Par des mémoires en défense, enregistrés les 27 mars 2019 (sur la question prioritaire de constitutionnalité), 29 septembre 2019 et 11 mars 2020 (sur le recours pour excès de pouvoir), ce dernier mémoire n'ayant pas été communiqué, le Centre national de la fonction publique territoriale, représenté par Me C..., conclut au rejet de la requête comme de la demande de transmission de la question prioritaire de constitutionnalité et demande que soit mise à la charge de Mme B... la somme de 1 500 euros au titre des frais non compris dans les dépens.
Il soutient que :
- seules les dispositions de l'article 82 de la loi n° 2016-483 du 20 avril 2016 modifiant l'article 97, I., 2ème alinéa de la loi n° 84-53 du 26 janvier 1984, sont en lien avec le litige, et la question prioritaire de constitutionnalité les concernant ne présente pas un caractère sérieux ;
- les moyens concernant la décision litigieuse sont, pour la majeure partie d'entre eux, inopérants et pour les autres non fondés.
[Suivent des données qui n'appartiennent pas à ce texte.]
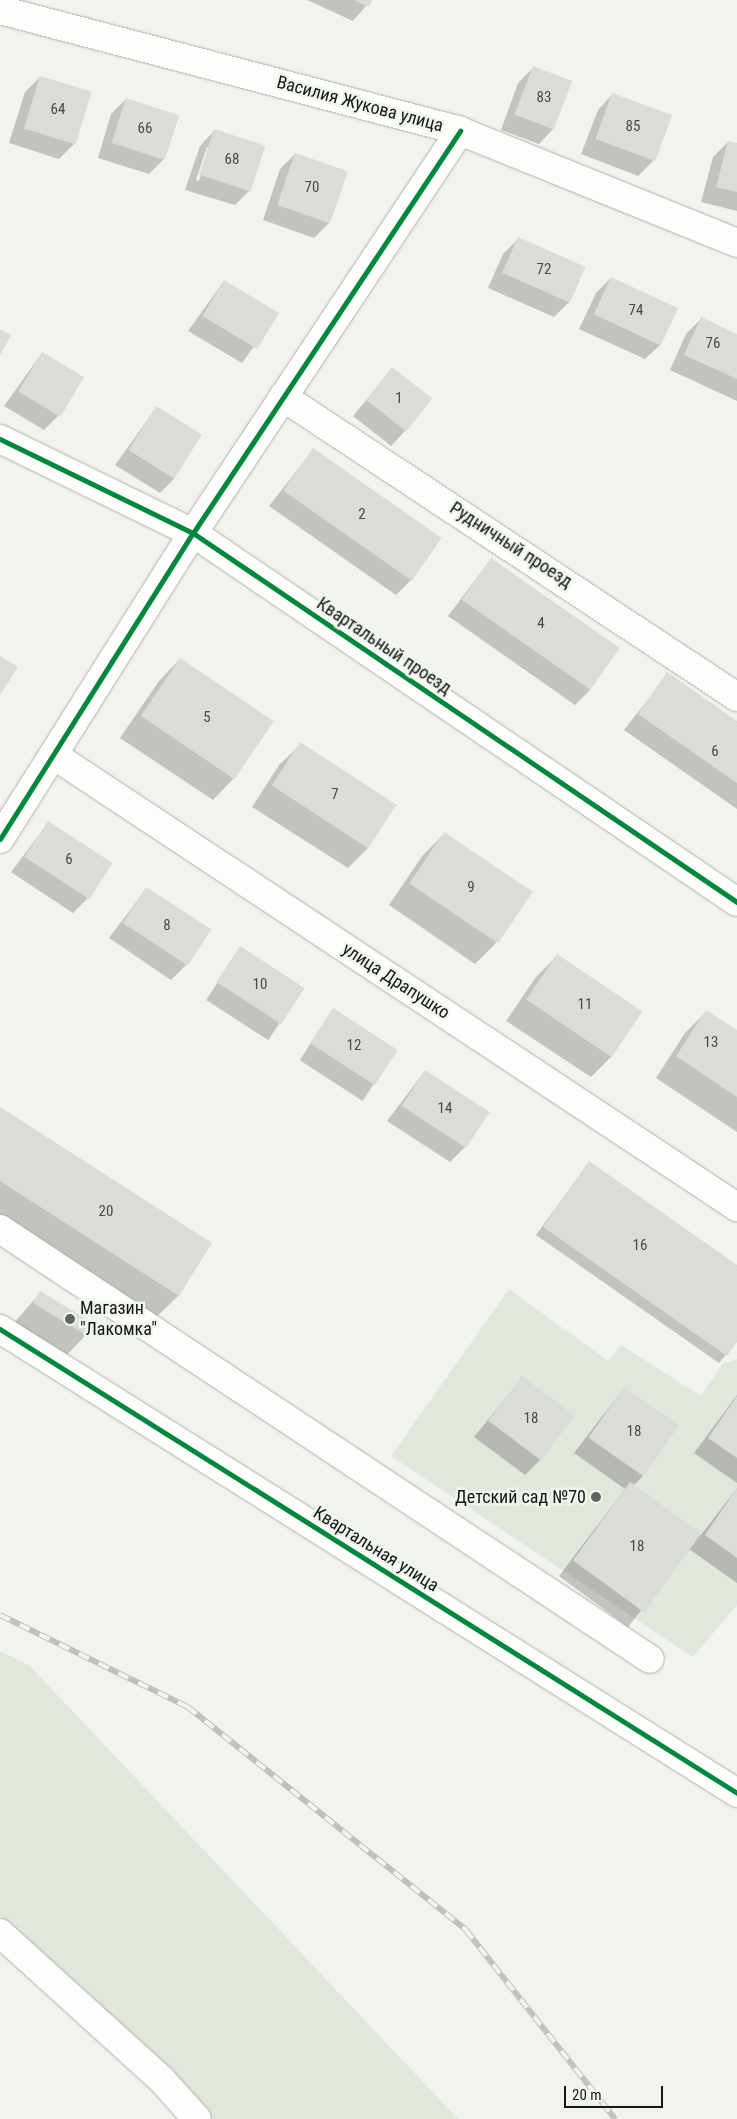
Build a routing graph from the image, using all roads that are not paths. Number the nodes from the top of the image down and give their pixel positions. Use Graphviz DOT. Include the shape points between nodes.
graph roads {
  1 [pos="0,10"];
  2 [pos="460,131"];
  3 [pos="737,243"];
  4 [pos="282,397"];
  5 [pos="0,440"];
  6 [pos="193,533"];
  7 [pos="737,696"];
  8 [pos="55,756"];
  9 [pos="0,839"];
  10 [pos="737,902"];
  11 [pos="737,1207"];
  12 [pos="0,1229"];
  13 [pos="0,1329"];
  14 [pos="650,1659"];
  15 [pos="737,1792"];
  16 [pos="0,1933"];
  17 [pos="197,2119"];
  1 -- 2 [label="street, Василия Жукова улица"];
  2 -- 3 [label="street, Василия Жукова улица"];
  2 -- 4 [label="street"];
  4 -- 6 [label="street"];
  4 -- 7 [label="street, Рудничный проезд"];
  5 -- 6 [label="street, Квартальный проезд"];
  6 -- 8 [label="street"];
  6 -- 10 [label="street, Квартальный проезд"];
  8 -- 9 [label="street"];
  8 -- 11 [label="street, улица Драпушко"];
  12 -- 14 [label="street"];
  13 -- 15 [label="street, Квартальная улица"];
  16 -- 17 [label="street" via="162,2080"];
}
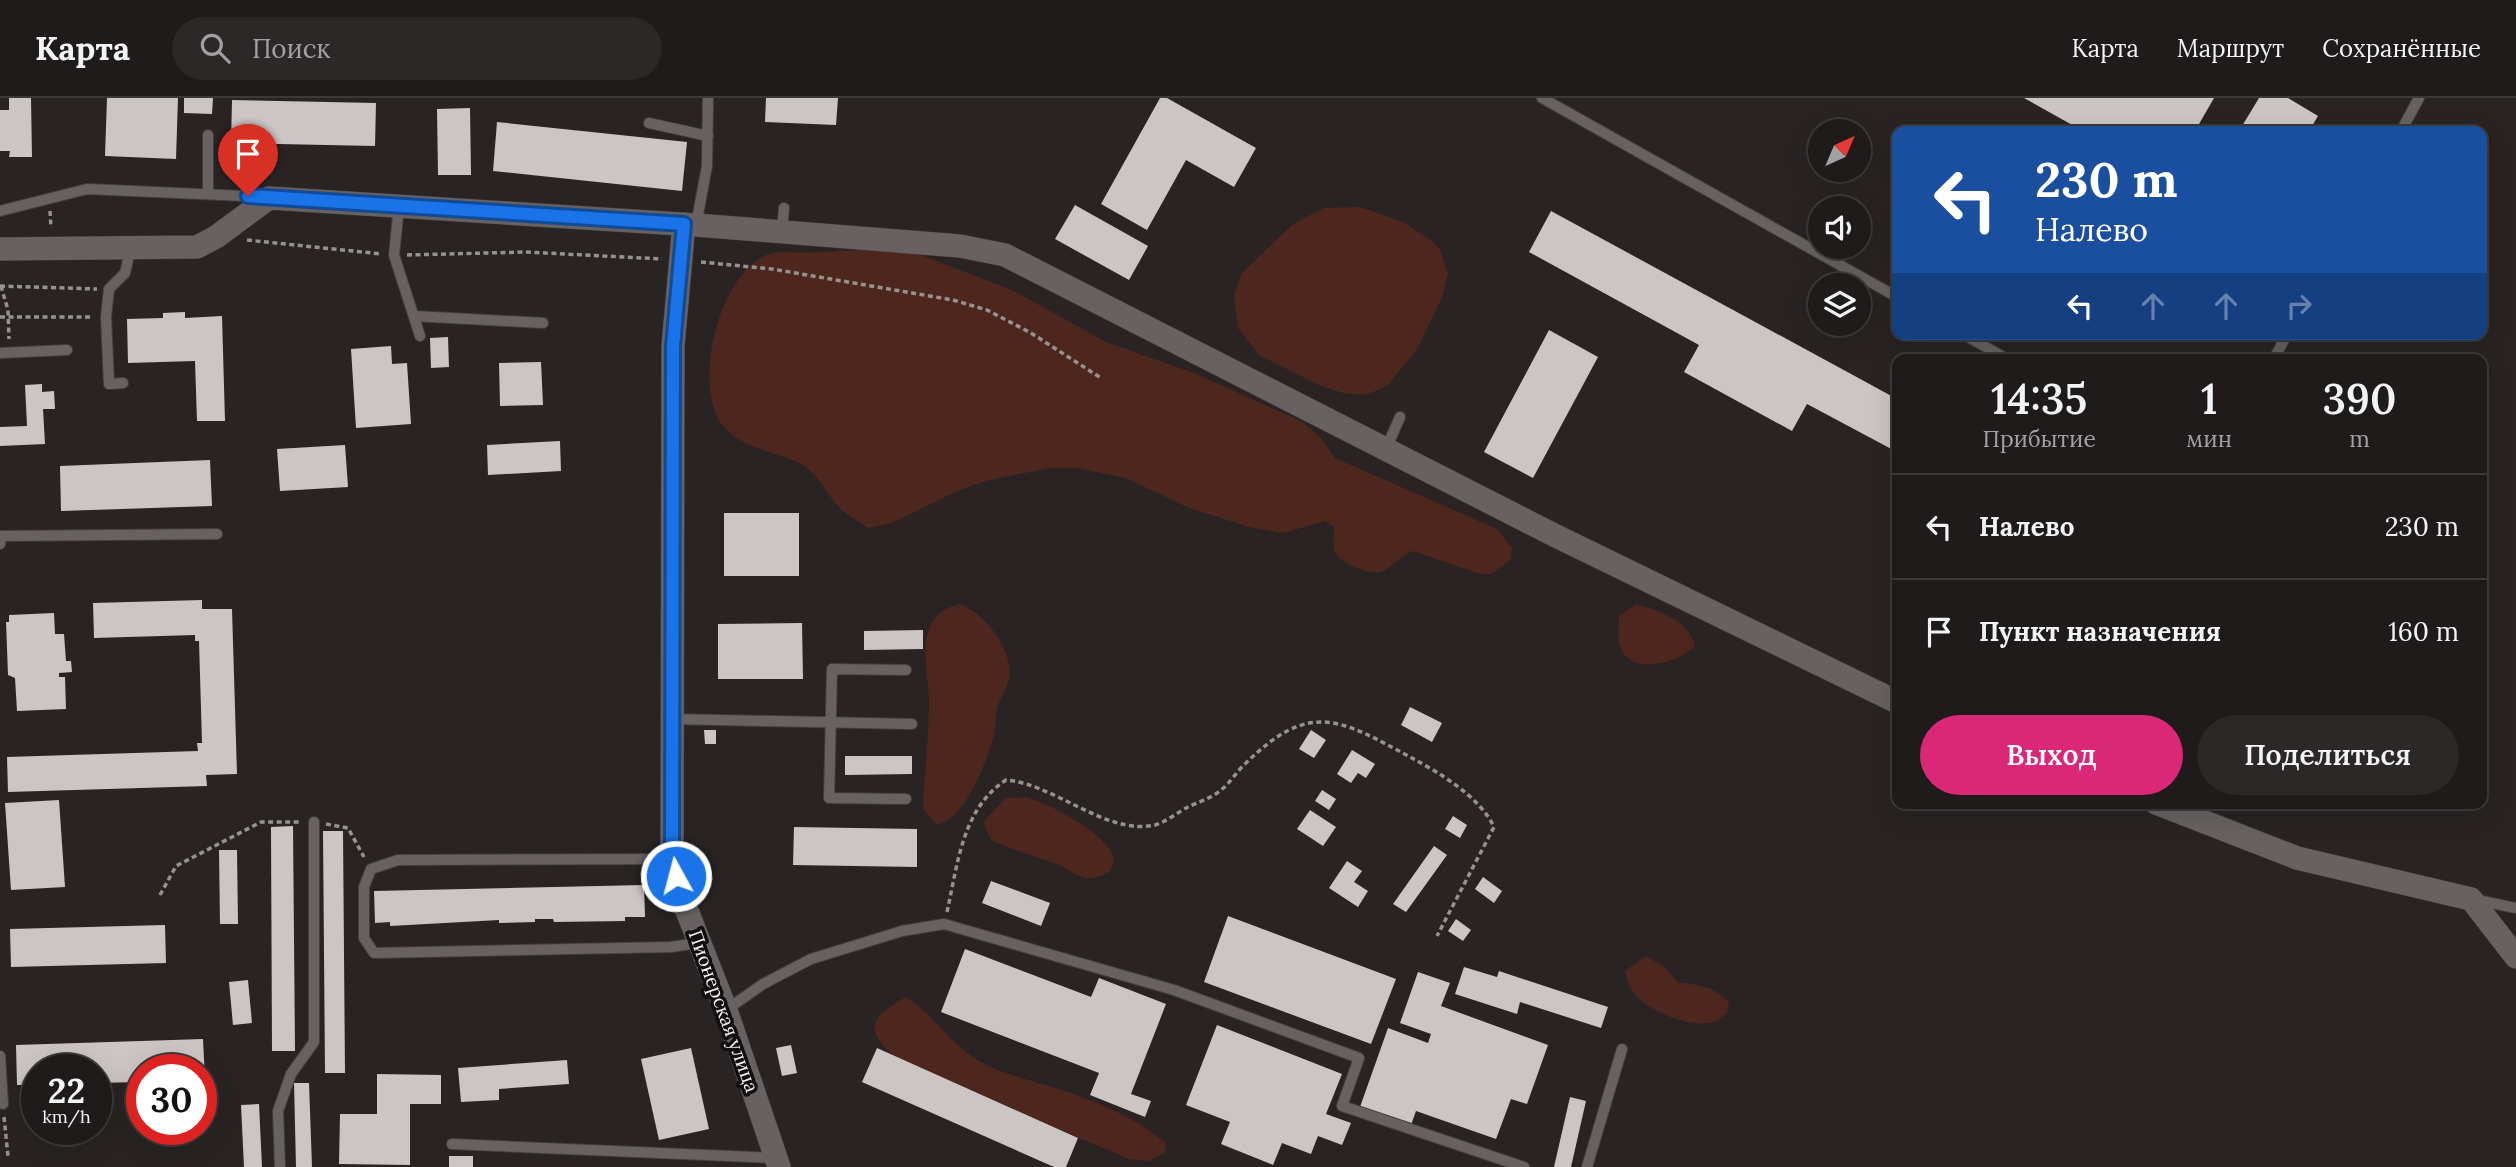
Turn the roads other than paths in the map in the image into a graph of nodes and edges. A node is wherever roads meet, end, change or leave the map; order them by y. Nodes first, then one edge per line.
1 (708, 98) edge
2 (1542, 98) edge
3 (2419, 98) edge
4 (649, 123) dead end
5 (2404, 126) edge
6 (208, 135) dead end
7 (708, 136) junction
8 (208, 194) junction
9 (268, 198) junction
10 (399, 206) junction
11 (784, 208) dead end
12 (0, 211) edge
13 (690, 225) junction
14 (782, 232) junction
15 (131, 247) junction
16 (0, 249) edge
17 (1892, 294) edge
18 (414, 316) junction
19 (543, 323) dead end
20 (419, 336) dead end
21 (1974, 340) edge
22 (67, 350) dead end
23 (5, 353) edge
24 (1998, 354) edge
25 (123, 383) dead end
26 (1400, 417) dead end
27 (1386, 449) junction
28 (217, 534) dead end
29 (0, 544) edge
30 (906, 670) dead end
31 (1892, 700) edge
32 (672, 719) junction
33 (831, 722) junction
34 (912, 724) dead end
35 (906, 799) dead end
36 (2171, 809) edge
37 (314, 822) road end
38 (672, 859) junction
39 (2471, 899) junction
40 (2516, 908) edge
41 (698, 943) junction
42 (2516, 957) edge
43 (726, 1010) junction
44 (1622, 1049) dead end
45 (0, 1056) edge
46 (3, 1104) dead end
47 (452, 1144) dead end
48 (778, 1162) edge
49 (280, 1167) edge
50 (1524, 1167) edge
51 (1587, 1167) edge

1 - 7 lane
2 - 17 lane
3 - 5 lane
4 - 7 lane
6 - 8 lane
7 - 13 lane
8 - 9 lane
8 - 12 lane
9 - 10 street
9 - 15 street
10 - 13 street
10 - 18 lane
11 - 14 lane
13 - 14 street
13 - 32 street, Пионерская улица
14 - 27 street
15 - 16 street
15 - 25 lane
18 - 19 lane
18 - 20 lane
21 - 24 lane
22 - 23 lane
26 - 27 lane
27 - 31 street
28 - 29 lane
30 - 33 lane
32 - 33 lane
32 - 38 street, Пионерская улица
33 - 34 lane
33 - 35 lane
36 - 39 street
37 - 49 lane
38 - 41 street, Пионерская улица
38 - 41 lane
39 - 40 lane
39 - 42 street
41 - 43 street, Пионерская улица
43 - 48 street, Пионерская улица
43 - 50 lane
44 - 51 lane
45 - 46 lane
47 - 48 lane

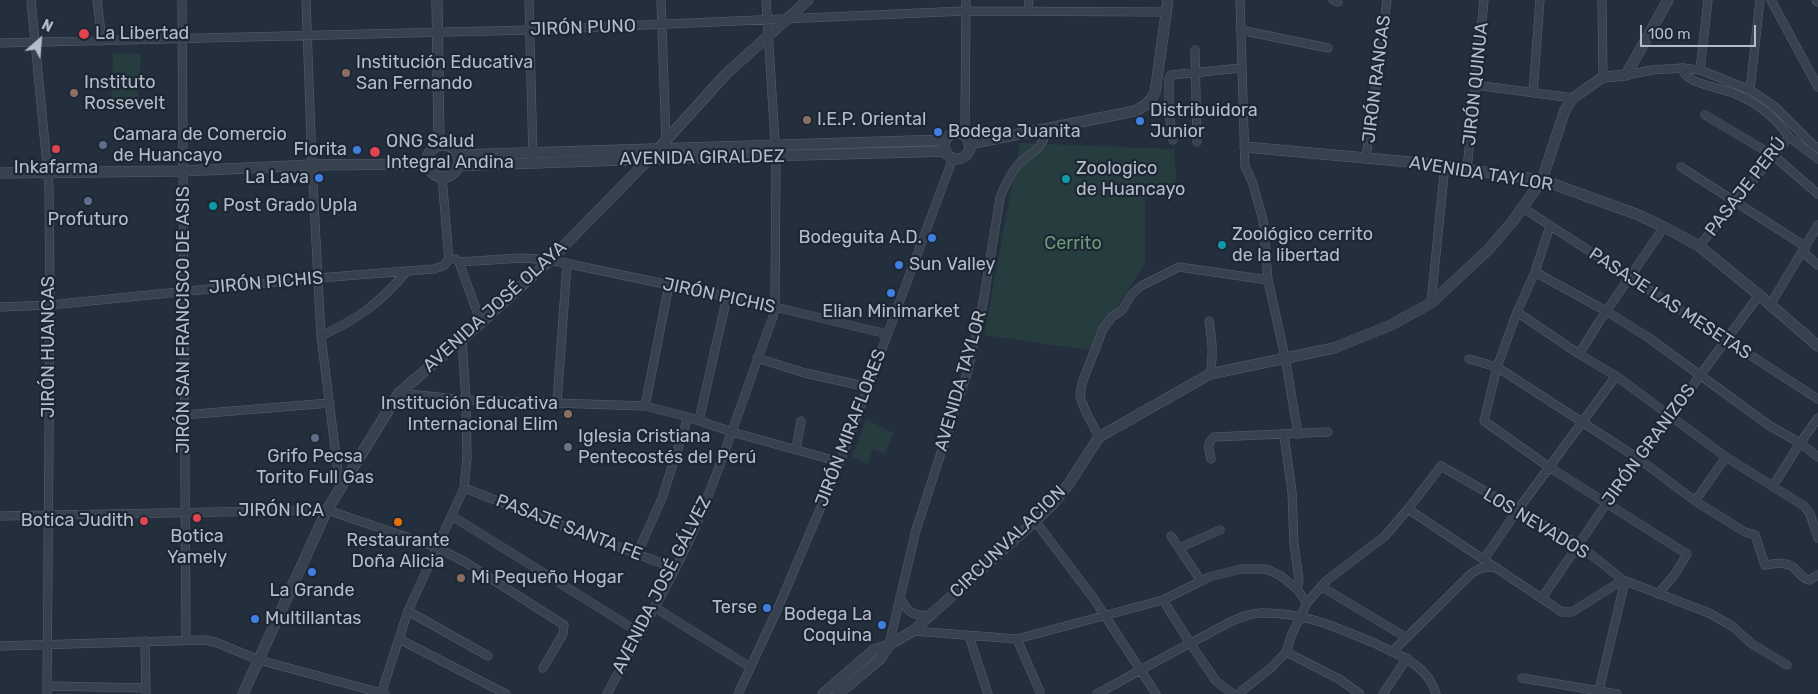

Par ordonnance du 12 février 2020, la clôture d'instruction a été fixée au 13 mars 2020.
Vu les autres pièces du dossier ;
Vu :
- la Constitution du 4 octobre 1958, notamment son article 61-1 ;
- l'ordonnance n° 58-1067 du 7 novembre 1958 portant loi organique sur le Conseil constitutionnel ;
- le protocole additionnel à la Convention de sauvegarde des Droits de l'homme et des libertés fondamentales tel qu'amendé par le Protocole n° 11 ;
- la convention européenne de sauvegarde des droits de l'homme et des libertés fondamentales ;
- la loi n° 83-634 du 13 juillet 1983 portant droits et obligations des fonctionnaires ;
- la loi n° 2009-972 du 3 août 2009 relative à la mobilité et aux parcours professionnels dans la fonction publique ;
- la loi n° 2016-483 du 20 avril 2016 relative à la déontologie et aux droits et obligations des fonctionnaires ;
- la loi n° 84-53 du 26 janvier 1984 portant dispositions statutaires relatives à la fonction publique territoriale ;
- le code de justice administrative.
Les parties ont été régulièrement averties du jour de l'audience.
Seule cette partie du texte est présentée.